Four Hundred Souls(15)
Author: Ibram X. Kendi

   In an edict that the king announced in March 1685, which concerned how order was to be enforced in “the French American islands,” Louis XIV asserted that the purpose of the Code was to provide comfort to French officers living in colonies who were said to “need our authority and our justice…[in order] to regulate the status and condition of the slaves.” As the majority of those living in the colonies were enslaved, the king meant for his white subjects to feel at ease.

   In the security regime of the mercantilist period, the colonists’ sense of safety was related to the way their mother country regulated and surveilled enslaved people, who were central to their nation’s ambitions to conquer the globe. Louis XIV’s attempts to “assist” his French officers living in the Americas, in other words, were inextricably bound to the process by which Spanish and European nations enlarged their power at the expense of rival nations through wars, purchases, treaties, and the enforcement of codes.

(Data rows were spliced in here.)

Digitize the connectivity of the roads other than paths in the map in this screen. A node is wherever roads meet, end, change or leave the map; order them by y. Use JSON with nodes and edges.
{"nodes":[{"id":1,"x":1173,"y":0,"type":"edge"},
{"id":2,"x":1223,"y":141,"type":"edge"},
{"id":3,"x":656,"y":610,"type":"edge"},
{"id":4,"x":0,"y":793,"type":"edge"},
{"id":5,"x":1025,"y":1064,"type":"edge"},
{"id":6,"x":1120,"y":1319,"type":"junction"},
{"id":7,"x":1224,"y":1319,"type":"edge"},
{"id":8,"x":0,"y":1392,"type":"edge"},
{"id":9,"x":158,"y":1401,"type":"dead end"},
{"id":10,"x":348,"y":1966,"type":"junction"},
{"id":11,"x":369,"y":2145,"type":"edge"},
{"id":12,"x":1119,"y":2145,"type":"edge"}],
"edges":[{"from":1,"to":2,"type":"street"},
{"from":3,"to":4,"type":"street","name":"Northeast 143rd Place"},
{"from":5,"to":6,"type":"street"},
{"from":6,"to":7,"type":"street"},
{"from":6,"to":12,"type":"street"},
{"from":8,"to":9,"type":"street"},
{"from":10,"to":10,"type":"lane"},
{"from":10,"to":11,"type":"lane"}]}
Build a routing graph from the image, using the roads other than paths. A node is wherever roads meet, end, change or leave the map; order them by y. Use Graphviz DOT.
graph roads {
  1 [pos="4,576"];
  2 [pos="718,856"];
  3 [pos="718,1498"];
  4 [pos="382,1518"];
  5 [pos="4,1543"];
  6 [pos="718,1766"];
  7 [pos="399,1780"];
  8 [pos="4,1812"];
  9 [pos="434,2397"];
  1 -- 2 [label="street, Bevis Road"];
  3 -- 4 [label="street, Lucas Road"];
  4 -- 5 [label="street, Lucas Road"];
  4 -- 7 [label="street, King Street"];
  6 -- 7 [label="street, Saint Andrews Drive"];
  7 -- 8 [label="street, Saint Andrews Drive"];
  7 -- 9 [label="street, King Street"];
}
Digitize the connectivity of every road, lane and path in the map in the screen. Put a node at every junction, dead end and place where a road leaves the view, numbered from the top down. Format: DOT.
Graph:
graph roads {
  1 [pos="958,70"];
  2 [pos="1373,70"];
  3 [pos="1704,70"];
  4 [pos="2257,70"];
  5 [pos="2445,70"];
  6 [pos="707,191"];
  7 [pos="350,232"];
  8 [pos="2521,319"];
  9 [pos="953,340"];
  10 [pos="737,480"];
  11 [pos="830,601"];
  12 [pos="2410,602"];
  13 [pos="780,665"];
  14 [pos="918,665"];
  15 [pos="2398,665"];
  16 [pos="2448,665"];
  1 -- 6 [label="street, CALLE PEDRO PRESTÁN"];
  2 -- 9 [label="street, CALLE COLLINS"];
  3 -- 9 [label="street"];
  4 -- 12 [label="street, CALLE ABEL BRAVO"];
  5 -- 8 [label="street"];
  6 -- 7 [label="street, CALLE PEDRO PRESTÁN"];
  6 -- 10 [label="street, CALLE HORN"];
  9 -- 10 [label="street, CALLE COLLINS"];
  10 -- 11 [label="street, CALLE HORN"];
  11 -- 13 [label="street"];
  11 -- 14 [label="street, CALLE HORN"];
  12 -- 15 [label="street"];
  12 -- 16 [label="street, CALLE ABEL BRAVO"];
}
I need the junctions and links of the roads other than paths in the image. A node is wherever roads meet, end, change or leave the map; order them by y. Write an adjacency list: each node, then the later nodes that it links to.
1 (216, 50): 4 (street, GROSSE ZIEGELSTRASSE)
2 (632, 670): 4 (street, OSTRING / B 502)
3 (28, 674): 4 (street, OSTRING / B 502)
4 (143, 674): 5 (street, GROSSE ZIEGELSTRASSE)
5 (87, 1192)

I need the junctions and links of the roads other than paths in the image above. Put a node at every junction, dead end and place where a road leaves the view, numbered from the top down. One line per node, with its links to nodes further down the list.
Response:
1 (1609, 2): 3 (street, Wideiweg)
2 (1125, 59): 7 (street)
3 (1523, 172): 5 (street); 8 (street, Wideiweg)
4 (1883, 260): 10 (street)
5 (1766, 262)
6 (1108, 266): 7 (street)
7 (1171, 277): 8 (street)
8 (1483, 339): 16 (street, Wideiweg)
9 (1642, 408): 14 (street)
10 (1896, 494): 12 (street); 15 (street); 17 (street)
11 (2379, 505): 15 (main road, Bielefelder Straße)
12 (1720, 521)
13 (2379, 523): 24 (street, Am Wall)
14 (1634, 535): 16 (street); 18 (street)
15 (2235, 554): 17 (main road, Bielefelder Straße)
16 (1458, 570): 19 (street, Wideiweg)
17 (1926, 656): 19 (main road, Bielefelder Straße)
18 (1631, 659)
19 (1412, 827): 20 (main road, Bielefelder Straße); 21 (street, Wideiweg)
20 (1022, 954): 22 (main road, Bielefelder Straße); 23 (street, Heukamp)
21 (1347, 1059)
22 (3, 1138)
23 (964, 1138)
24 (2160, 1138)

   A remote part of the French Empire, Louisiana, was settled in 1699, though its most famous city—New Orleans—did not come under French control until 1718. The Code Noir was applied to Louisiana six years later, in 1724. Though Louisiana would eventually come under Spanish rule and then French rule again before being purchased by the United States, the territory was still controlled by the French in 1729 when John Mingo, a Black man who was enslaved in South Carolina, escaped to New Orleans. When Mingo arrived, a colonist granted his freedom, and he worked the land that the colonist hired him to break. Before long Mingo had saved enough money to purchase an enslaved woman, Therese, who also lived and worked on the plantation. John Mingo and Therese then moved in together and made a living by farming another colonist’s land, for which they were granted a “salary and a portion of the yield.”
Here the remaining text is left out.